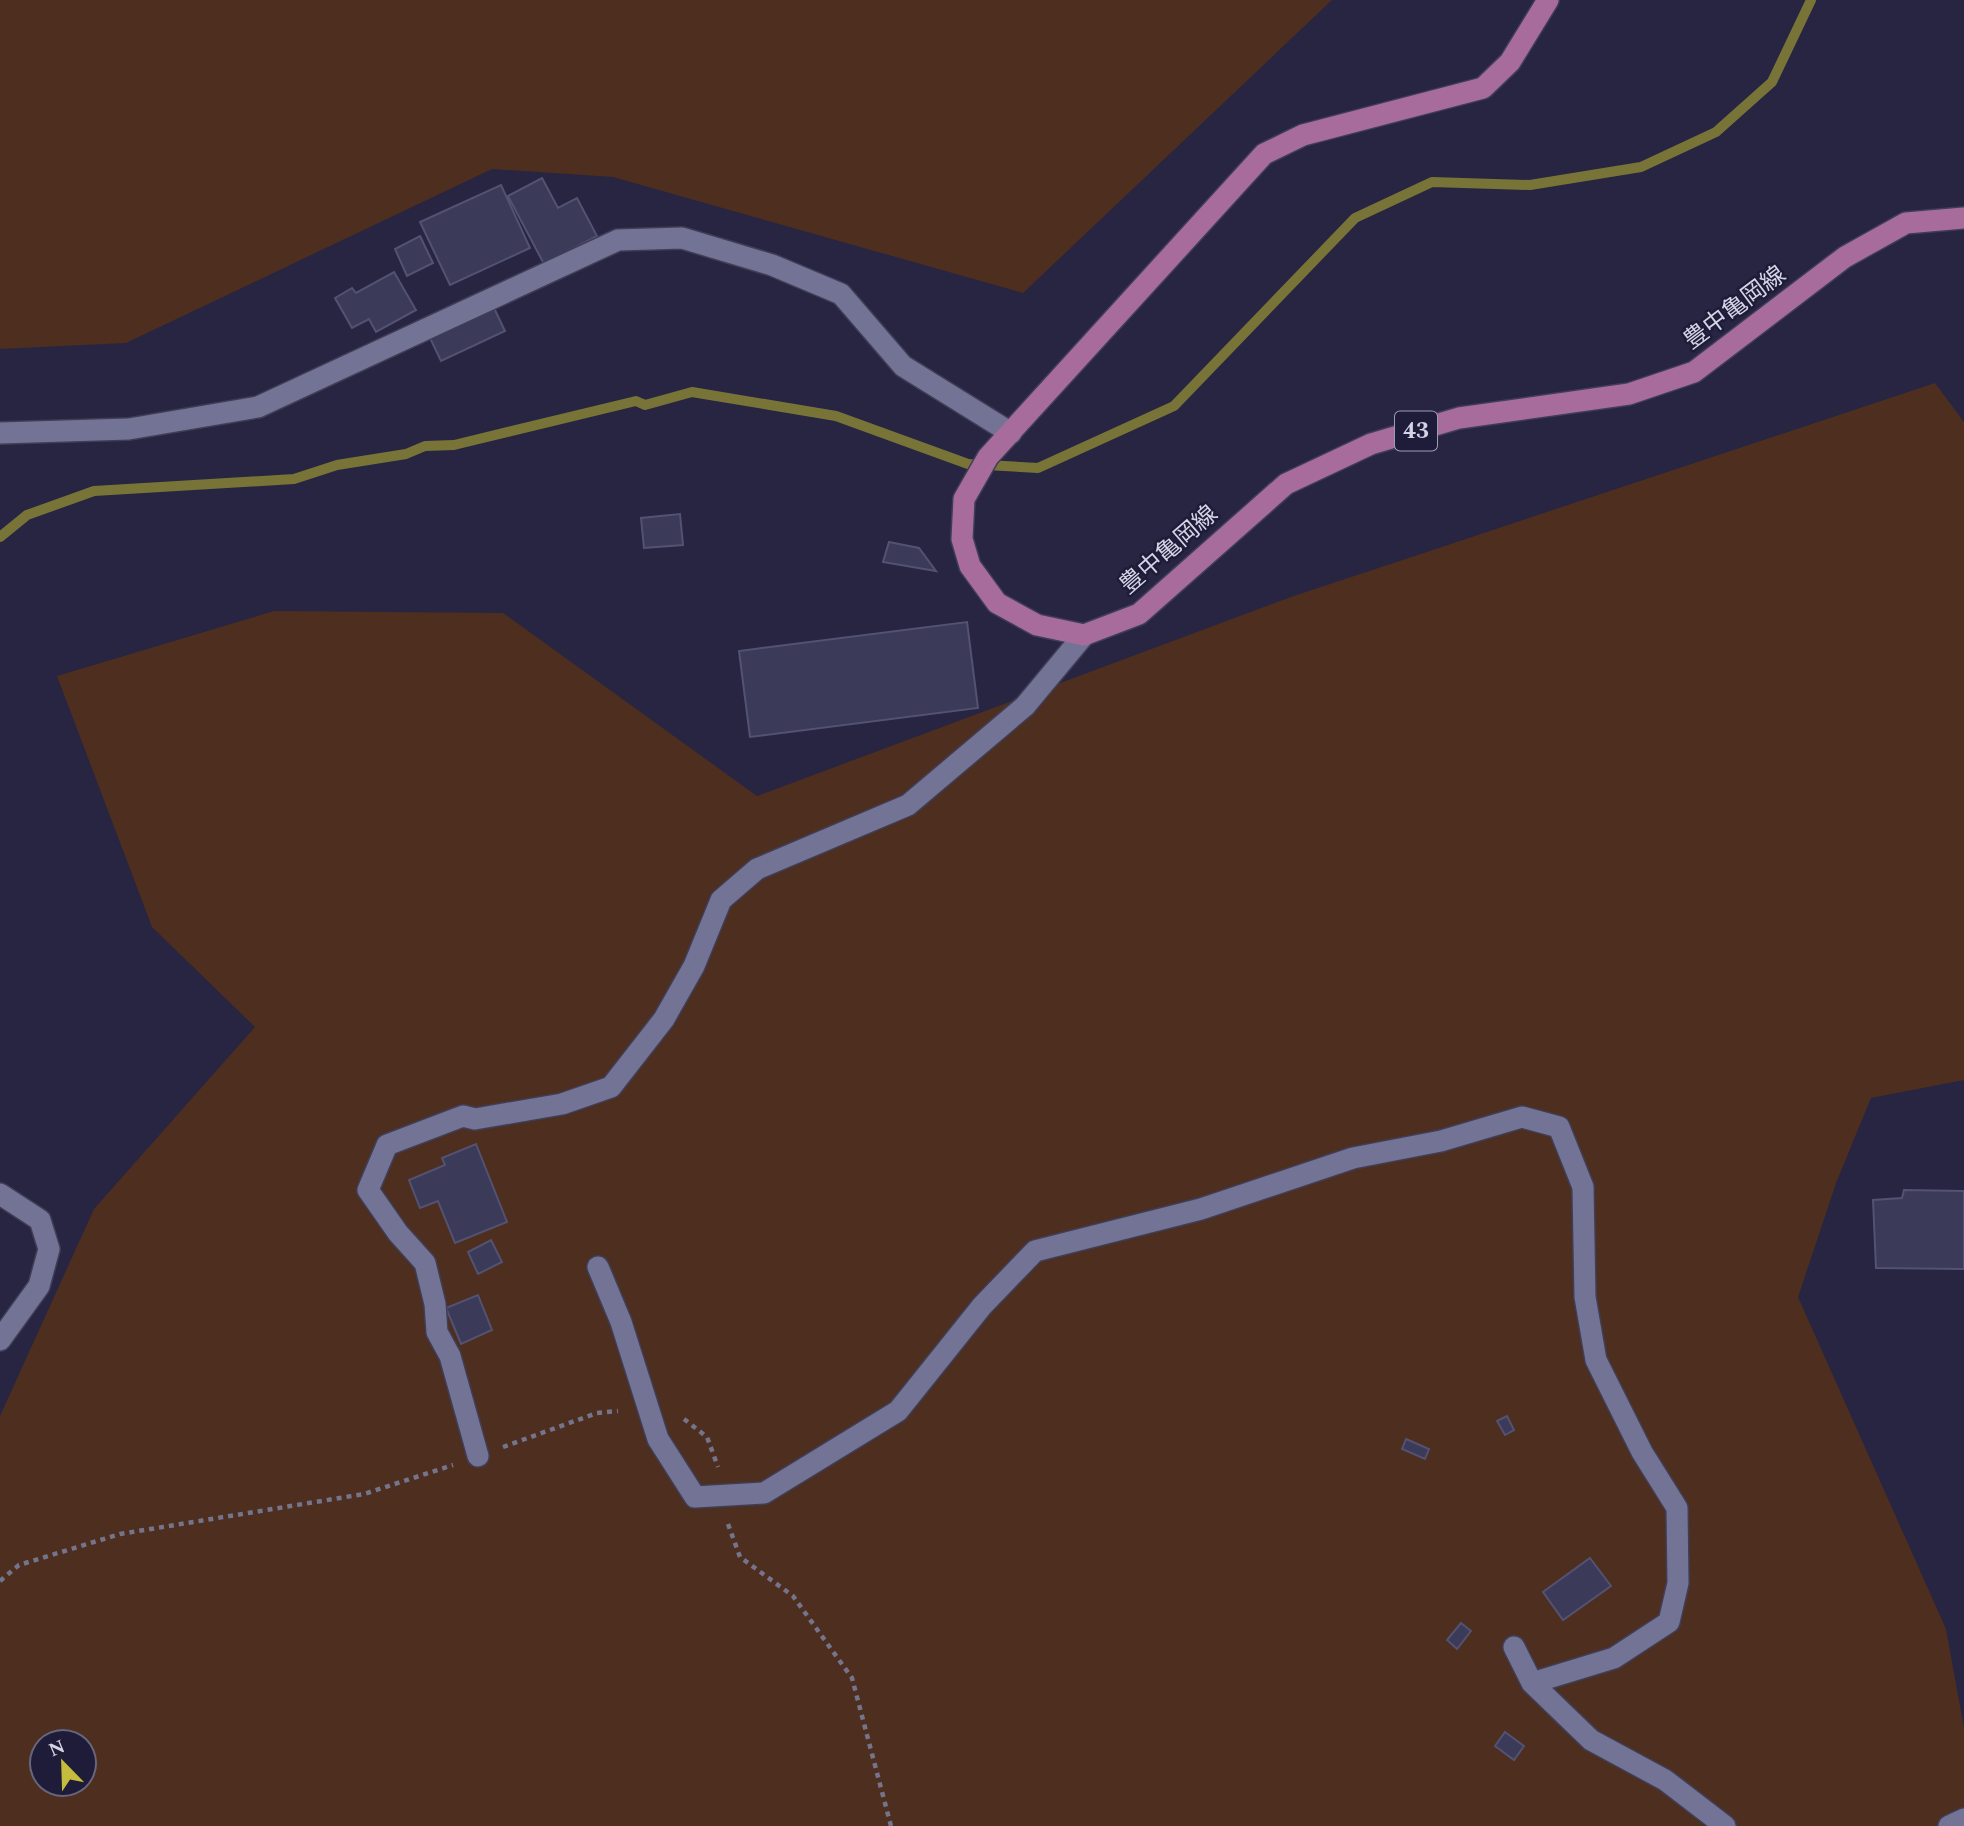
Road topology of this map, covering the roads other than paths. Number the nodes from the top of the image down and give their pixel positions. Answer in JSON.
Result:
{"nodes":[{"id":1,"x":1548,"y":0,"type":"edge"},
{"id":2,"x":1964,"y":218,"type":"edge"},
{"id":3,"x":0,"y":433,"type":"edge"},
{"id":4,"x":1011,"y":433,"type":"junction"},
{"id":5,"x":1084,"y":635,"type":"junction"},
{"id":6,"x":0,"y":1194,"type":"edge"},
{"id":7,"x":598,"y":1267,"type":"dead end"},
{"id":8,"x":0,"y":1340,"type":"edge"},
{"id":9,"x":478,"y":1456,"type":"road end"},
{"id":10,"x":1514,"y":1647,"type":"dead end"},
{"id":11,"x":1532,"y":1683,"type":"junction"},
{"id":12,"x":1964,"y":1819,"type":"edge"},
{"id":13,"x":1726,"y":1826,"type":"edge"},
{"id":14,"x":1949,"y":1826,"type":"edge"}],
"edges":[{"from":1,"to":4,"type":"main road"},
{"from":2,"to":5,"type":"main road","name":"豊中亀岡線","number":"43"},
{"from":3,"to":4,"type":"street"},
{"from":4,"to":5,"type":"main road"},
{"from":5,"to":9,"type":"street"},
{"from":6,"to":8,"type":"street"},
{"from":7,"to":11,"type":"street"},
{"from":10,"to":11,"type":"street"},
{"from":11,"to":13,"type":"street"},
{"from":12,"to":14,"type":"street"}]}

Task details
Each entry above is to be restated exactly, without its images.

Answer to this exercise
Road topology of this map, covering the roads other than paths. Number the nodes from the top of the image down and give their pixel positions. Answer in JSON.
Result:
{"nodes":[{"id":1,"x":1548,"y":0,"type":"edge"},
{"id":2,"x":1964,"y":218,"type":"edge"},
{"id":3,"x":0,"y":433,"type":"edge"},
{"id":4,"x":1011,"y":433,"type":"junction"},
{"id":5,"x":1084,"y":635,"type":"junction"},
{"id":6,"x":0,"y":1194,"type":"edge"},
{"id":7,"x":598,"y":1267,"type":"dead end"},
{"id":8,"x":0,"y":1340,"type":"edge"},
{"id":9,"x":478,"y":1456,"type":"road end"},
{"id":10,"x":1514,"y":1647,"type":"dead end"},
{"id":11,"x":1532,"y":1683,"type":"junction"},
{"id":12,"x":1964,"y":1819,"type":"edge"},
{"id":13,"x":1726,"y":1826,"type":"edge"},
{"id":14,"x":1949,"y":1826,"type":"edge"}],
"edges":[{"from":1,"to":4,"type":"main road"},
{"from":2,"to":5,"type":"main road","name":"豊中亀岡線","number":"43"},
{"from":3,"to":4,"type":"street"},
{"from":4,"to":5,"type":"main road"},
{"from":5,"to":9,"type":"street"},
{"from":6,"to":8,"type":"street"},
{"from":7,"to":11,"type":"street"},
{"from":10,"to":11,"type":"street"},
{"from":11,"to":13,"type":"street"},
{"from":12,"to":14,"type":"street"}]}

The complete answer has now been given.